Data for analysis below:

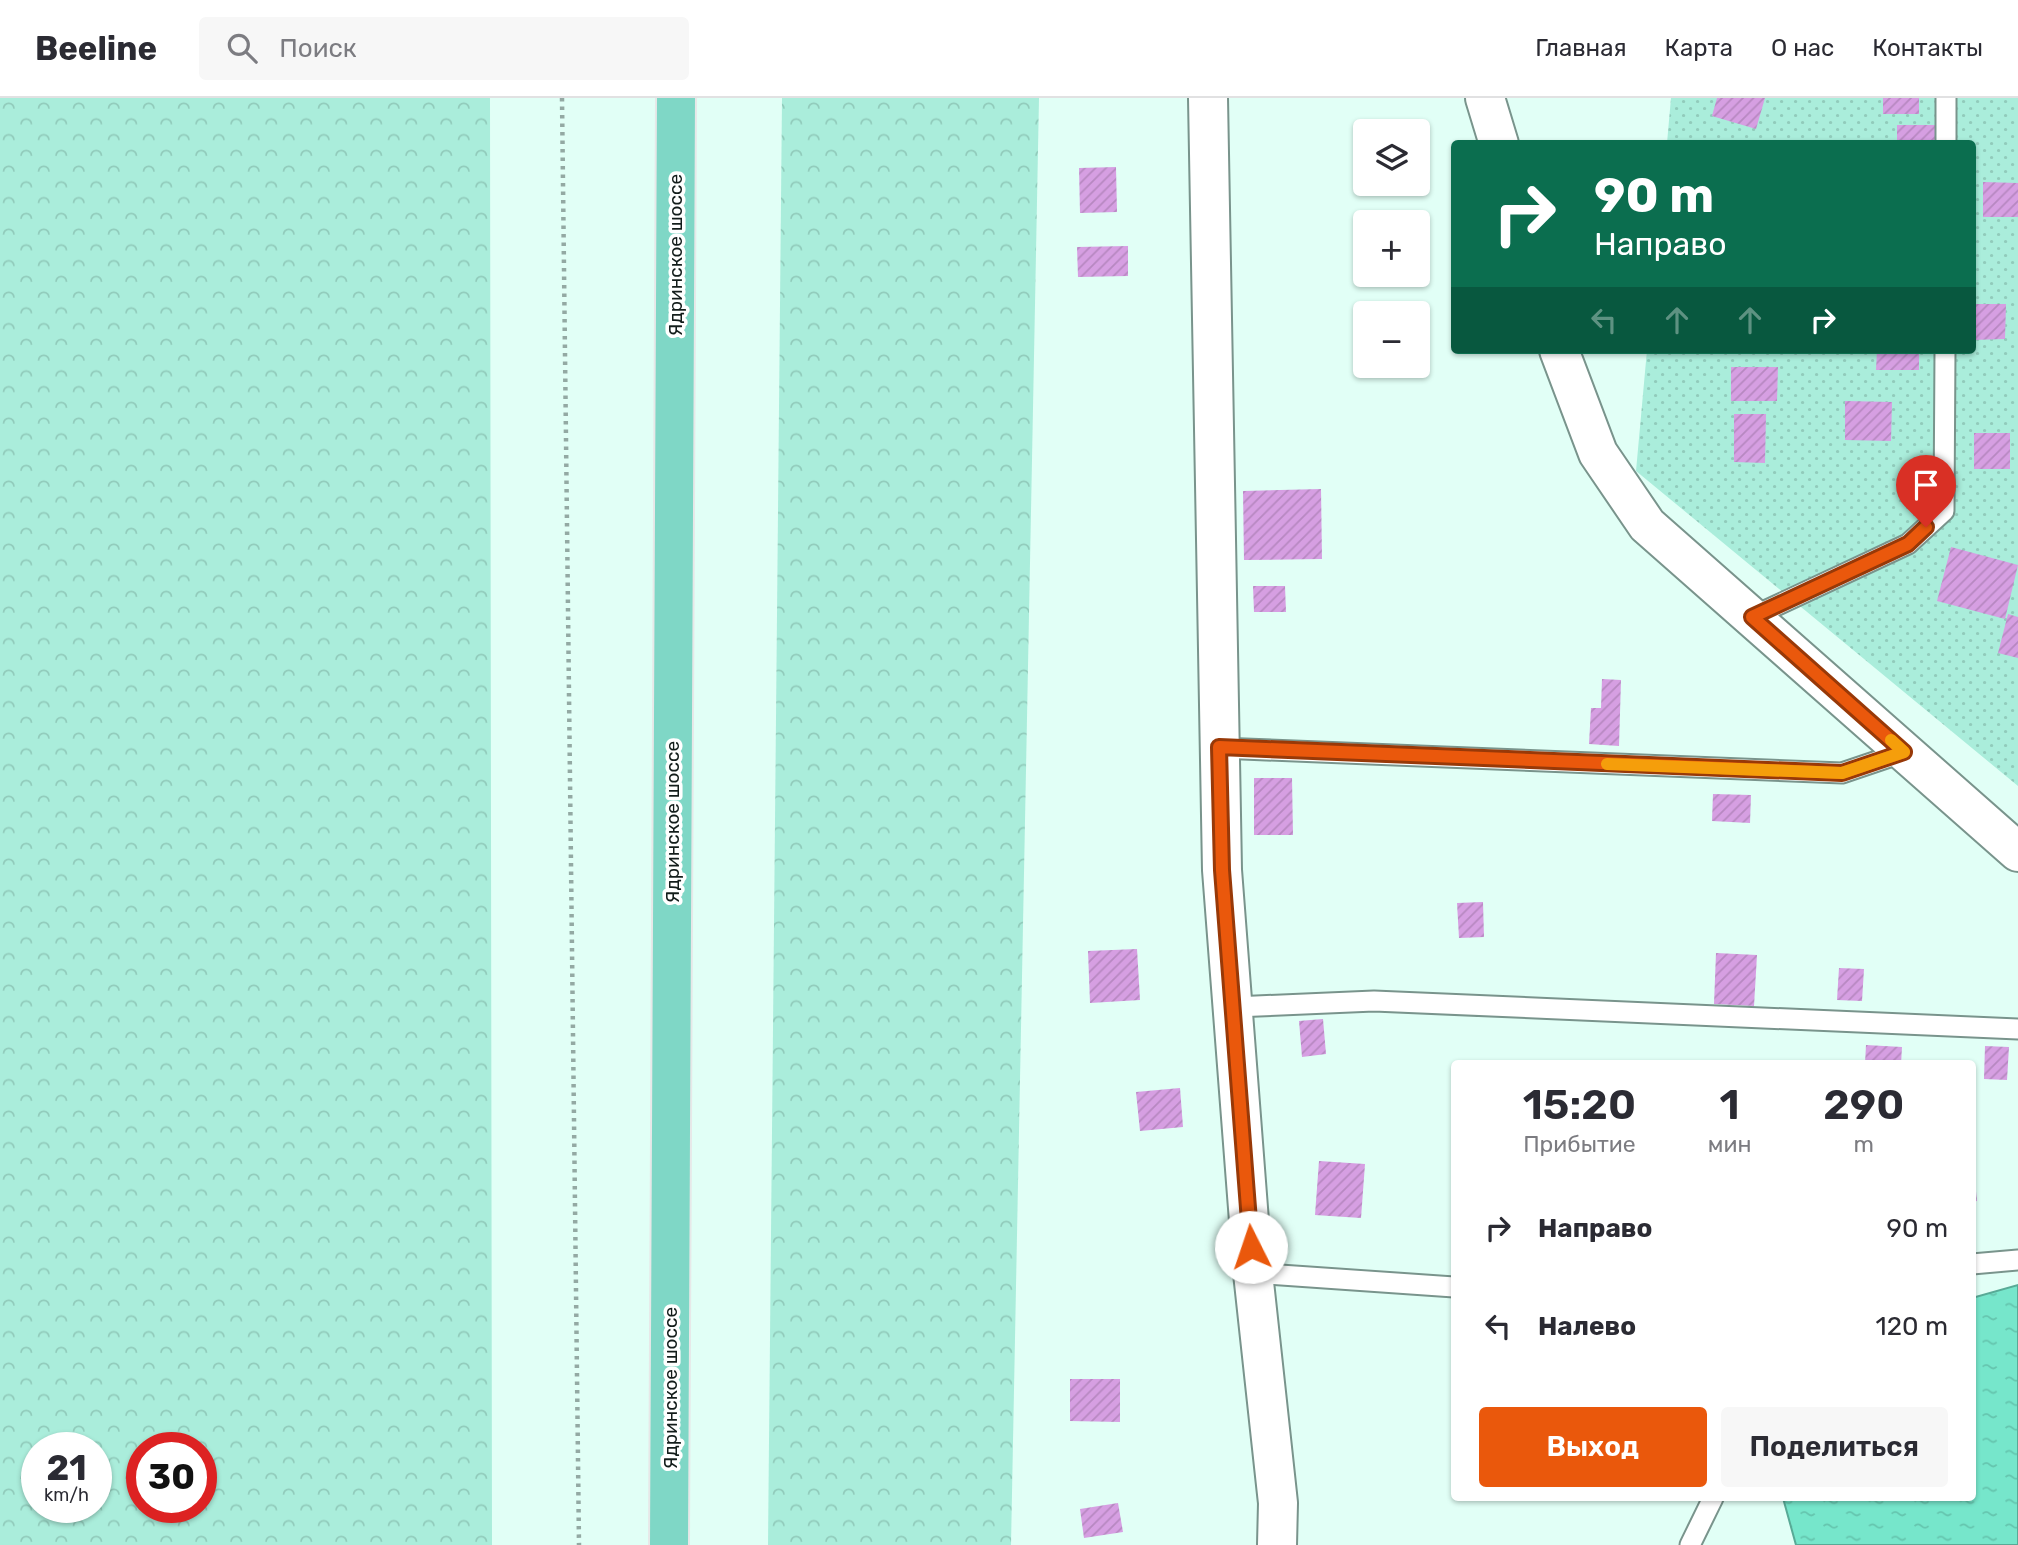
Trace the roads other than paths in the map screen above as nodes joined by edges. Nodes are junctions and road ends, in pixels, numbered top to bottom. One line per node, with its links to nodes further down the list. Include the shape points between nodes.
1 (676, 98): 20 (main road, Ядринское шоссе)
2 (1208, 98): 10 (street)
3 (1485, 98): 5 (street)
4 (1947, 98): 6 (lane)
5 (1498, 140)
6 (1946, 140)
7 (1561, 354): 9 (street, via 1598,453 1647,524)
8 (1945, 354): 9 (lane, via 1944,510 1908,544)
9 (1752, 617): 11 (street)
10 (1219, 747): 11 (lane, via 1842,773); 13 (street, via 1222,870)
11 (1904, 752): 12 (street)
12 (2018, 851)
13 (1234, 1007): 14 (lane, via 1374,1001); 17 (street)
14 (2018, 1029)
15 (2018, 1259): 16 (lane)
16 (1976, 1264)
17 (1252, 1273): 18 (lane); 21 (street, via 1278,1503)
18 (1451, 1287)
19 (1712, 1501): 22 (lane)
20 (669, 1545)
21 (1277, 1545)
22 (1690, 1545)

End of Data for analysis.

**About this exercise**
When you print the records above, keep them exact and leave out the pictures.

**Written response**
Trace the roads other than paths in the map screen above as nodes joined by edges. Nodes are junctions and road ends, in pixels, numbered top to bottom. One line per node, with its links to nodes further down the list. Include the shape points between nodes.
1 (676, 98): 20 (main road, Ядринское шоссе)
2 (1208, 98): 10 (street)
3 (1485, 98): 5 (street)
4 (1947, 98): 6 (lane)
5 (1498, 140)
6 (1946, 140)
7 (1561, 354): 9 (street, via 1598,453 1647,524)
8 (1945, 354): 9 (lane, via 1944,510 1908,544)
9 (1752, 617): 11 (street)
10 (1219, 747): 11 (lane, via 1842,773); 13 (street, via 1222,870)
11 (1904, 752): 12 (street)
12 (2018, 851)
13 (1234, 1007): 14 (lane, via 1374,1001); 17 (street)
14 (2018, 1029)
15 (2018, 1259): 16 (lane)
16 (1976, 1264)
17 (1252, 1273): 18 (lane); 21 (street, via 1278,1503)
18 (1451, 1287)
19 (1712, 1501): 22 (lane)
20 (669, 1545)
21 (1277, 1545)
22 (1690, 1545)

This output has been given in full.